----- GIVEN INFORMATION -----

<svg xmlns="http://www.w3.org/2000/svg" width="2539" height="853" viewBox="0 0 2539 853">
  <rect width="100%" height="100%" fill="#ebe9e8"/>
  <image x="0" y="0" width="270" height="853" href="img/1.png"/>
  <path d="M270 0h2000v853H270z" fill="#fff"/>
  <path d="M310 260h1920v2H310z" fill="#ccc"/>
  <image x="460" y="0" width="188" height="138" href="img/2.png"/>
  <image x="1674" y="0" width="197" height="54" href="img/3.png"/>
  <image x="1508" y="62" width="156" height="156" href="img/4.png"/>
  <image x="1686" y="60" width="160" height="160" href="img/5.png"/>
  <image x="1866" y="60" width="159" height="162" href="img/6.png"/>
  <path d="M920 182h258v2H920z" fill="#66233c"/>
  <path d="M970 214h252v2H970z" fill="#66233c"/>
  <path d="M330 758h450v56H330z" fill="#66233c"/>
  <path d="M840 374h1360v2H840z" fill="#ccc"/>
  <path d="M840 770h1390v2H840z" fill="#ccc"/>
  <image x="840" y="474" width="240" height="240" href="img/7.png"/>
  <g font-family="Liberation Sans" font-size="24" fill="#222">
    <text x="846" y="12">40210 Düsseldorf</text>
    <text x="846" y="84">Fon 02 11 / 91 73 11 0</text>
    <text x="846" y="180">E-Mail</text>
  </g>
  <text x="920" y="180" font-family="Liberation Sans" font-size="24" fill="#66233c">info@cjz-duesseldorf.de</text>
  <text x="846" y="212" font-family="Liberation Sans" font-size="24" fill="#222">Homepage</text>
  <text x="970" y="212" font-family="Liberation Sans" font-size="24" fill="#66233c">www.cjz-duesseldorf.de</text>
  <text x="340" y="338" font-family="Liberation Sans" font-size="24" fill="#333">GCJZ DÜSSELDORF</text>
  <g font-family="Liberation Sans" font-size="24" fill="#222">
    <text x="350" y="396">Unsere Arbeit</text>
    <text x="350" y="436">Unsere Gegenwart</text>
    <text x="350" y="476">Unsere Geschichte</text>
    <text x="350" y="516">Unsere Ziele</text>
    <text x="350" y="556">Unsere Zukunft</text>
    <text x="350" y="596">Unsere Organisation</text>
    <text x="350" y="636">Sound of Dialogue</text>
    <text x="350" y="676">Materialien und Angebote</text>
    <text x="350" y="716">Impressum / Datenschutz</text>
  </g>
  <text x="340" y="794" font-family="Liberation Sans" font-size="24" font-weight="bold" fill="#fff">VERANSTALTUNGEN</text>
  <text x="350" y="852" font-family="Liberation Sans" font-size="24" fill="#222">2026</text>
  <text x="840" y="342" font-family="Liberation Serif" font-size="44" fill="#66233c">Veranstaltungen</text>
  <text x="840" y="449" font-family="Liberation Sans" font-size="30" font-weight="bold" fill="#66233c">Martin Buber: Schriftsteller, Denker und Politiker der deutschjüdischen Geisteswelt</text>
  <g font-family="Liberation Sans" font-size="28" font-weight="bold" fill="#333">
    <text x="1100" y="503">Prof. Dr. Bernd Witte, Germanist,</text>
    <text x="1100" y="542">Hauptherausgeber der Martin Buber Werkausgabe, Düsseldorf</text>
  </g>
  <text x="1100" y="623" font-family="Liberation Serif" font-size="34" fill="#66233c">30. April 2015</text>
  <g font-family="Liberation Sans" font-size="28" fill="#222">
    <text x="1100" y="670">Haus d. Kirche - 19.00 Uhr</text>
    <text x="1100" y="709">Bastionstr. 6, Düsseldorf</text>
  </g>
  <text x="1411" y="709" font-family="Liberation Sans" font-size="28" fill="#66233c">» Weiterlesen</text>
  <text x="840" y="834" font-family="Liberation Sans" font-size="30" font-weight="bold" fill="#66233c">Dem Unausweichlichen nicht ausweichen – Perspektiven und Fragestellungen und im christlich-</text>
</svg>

-----

WORK TO BE COMPLETED:
Return exactly the lines from the one containing "Bernd Witte, Germanist,</text>" through the last line of the records above, both included, and nothing else.

COMPLETED EXERCISE:
    <text x="1100" y="503">Prof. Dr. Bernd Witte, Germanist,</text>
    <text x="1100" y="542">Hauptherausgeber der Martin Buber Werkausgabe, Düsseldorf</text>
  </g>
  <text x="1100" y="623" font-family="Liberation Serif" font-size="34" fill="#66233c">30. April 2015</text>
  <g font-family="Liberation Sans" font-size="28" fill="#222">
    <text x="1100" y="670">Haus d. Kirche - 19.00 Uhr</text>
    <text x="1100" y="709">Bastionstr. 6, Düsseldorf</text>
  </g>
  <text x="1411" y="709" font-family="Liberation Sans" font-size="28" fill="#66233c">» Weiterlesen</text>
  <text x="840" y="834" font-family="Liberation Sans" font-size="30" font-weight="bold" fill="#66233c">Dem Unausweichlichen nicht ausweichen – Perspektiven und Fragestellungen und im christlich-</text>
</svg>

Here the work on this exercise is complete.